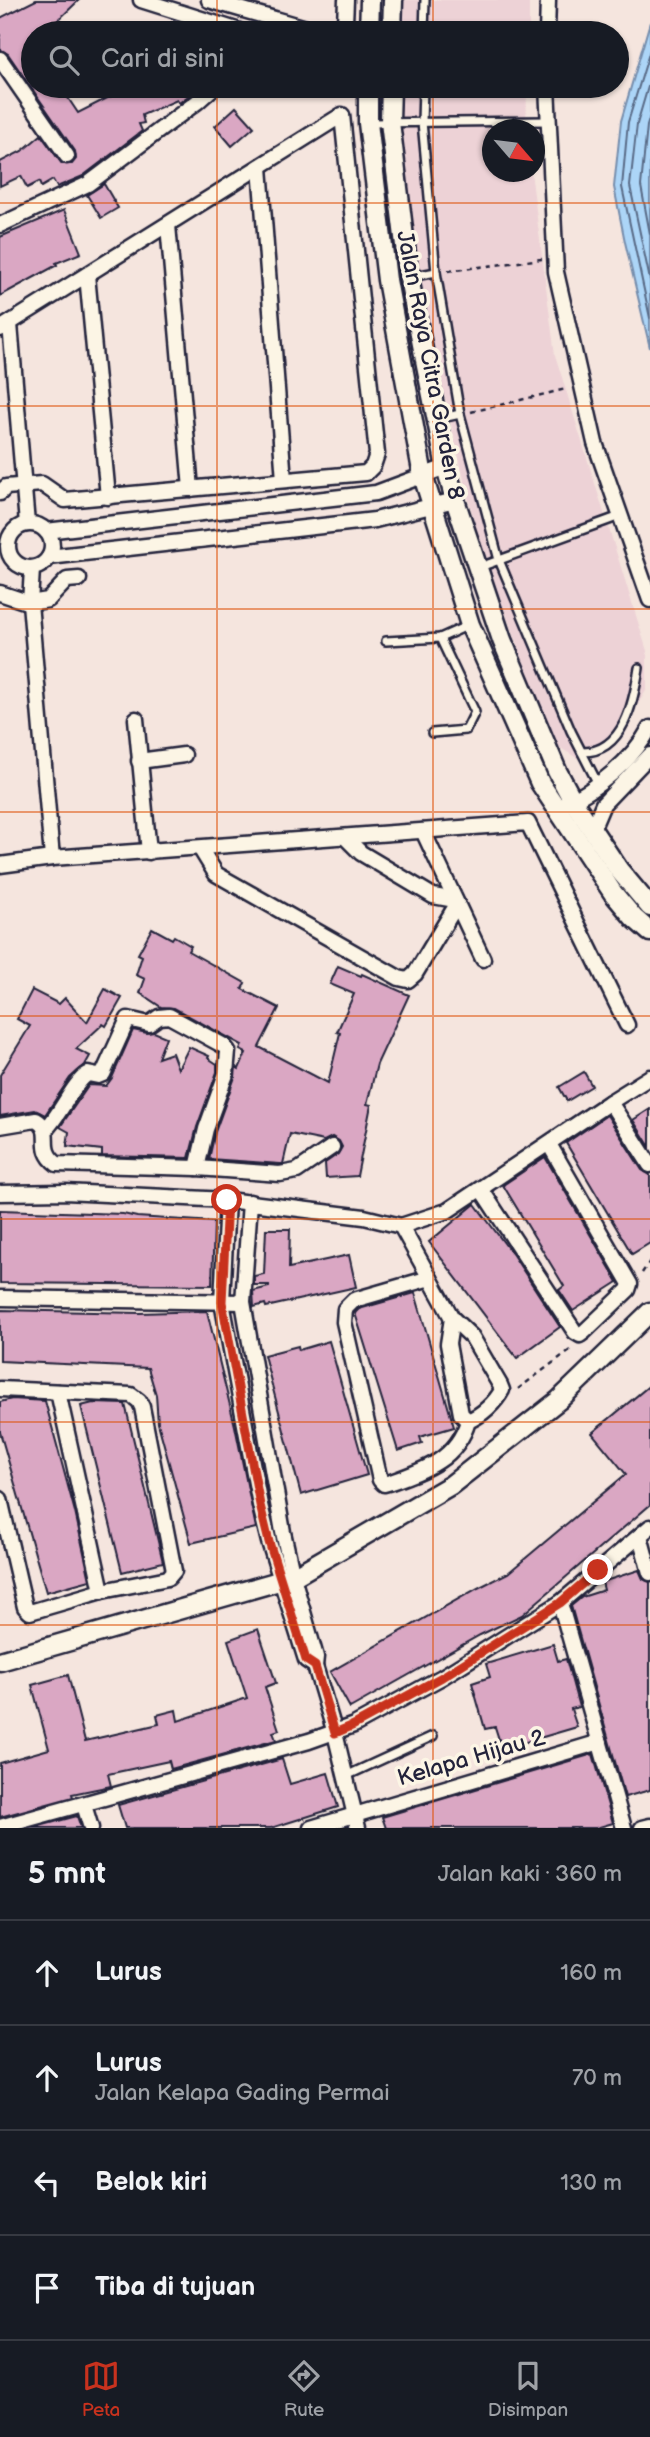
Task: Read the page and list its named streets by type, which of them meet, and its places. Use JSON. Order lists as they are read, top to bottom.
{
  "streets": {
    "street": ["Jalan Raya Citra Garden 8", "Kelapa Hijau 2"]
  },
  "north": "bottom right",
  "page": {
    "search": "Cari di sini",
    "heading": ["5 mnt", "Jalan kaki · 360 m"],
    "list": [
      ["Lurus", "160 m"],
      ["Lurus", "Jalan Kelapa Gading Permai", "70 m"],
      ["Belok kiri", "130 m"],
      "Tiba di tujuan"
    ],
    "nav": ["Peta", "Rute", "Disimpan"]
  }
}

- [Problem description] Without including any picture, retype the entries exactly.

- [Result]
Task: Read the page and list its named streets by type, which of them meet, and its places. Use JSON. Order lists as they are read, top to bottom.
{
  "streets": {
    "street": ["Jalan Raya Citra Garden 8", "Kelapa Hijau 2"]
  },
  "north": "bottom right",
  "page": {
    "search": "Cari di sini",
    "heading": ["5 mnt", "Jalan kaki · 360 m"],
    "list": [
      ["Lurus", "160 m"],
      ["Lurus", "Jalan Kelapa Gading Permai", "70 m"],
      ["Belok kiri", "130 m"],
      "Tiba di tujuan"
    ],
    "nav": ["Peta", "Rute", "Disimpan"]
  }
}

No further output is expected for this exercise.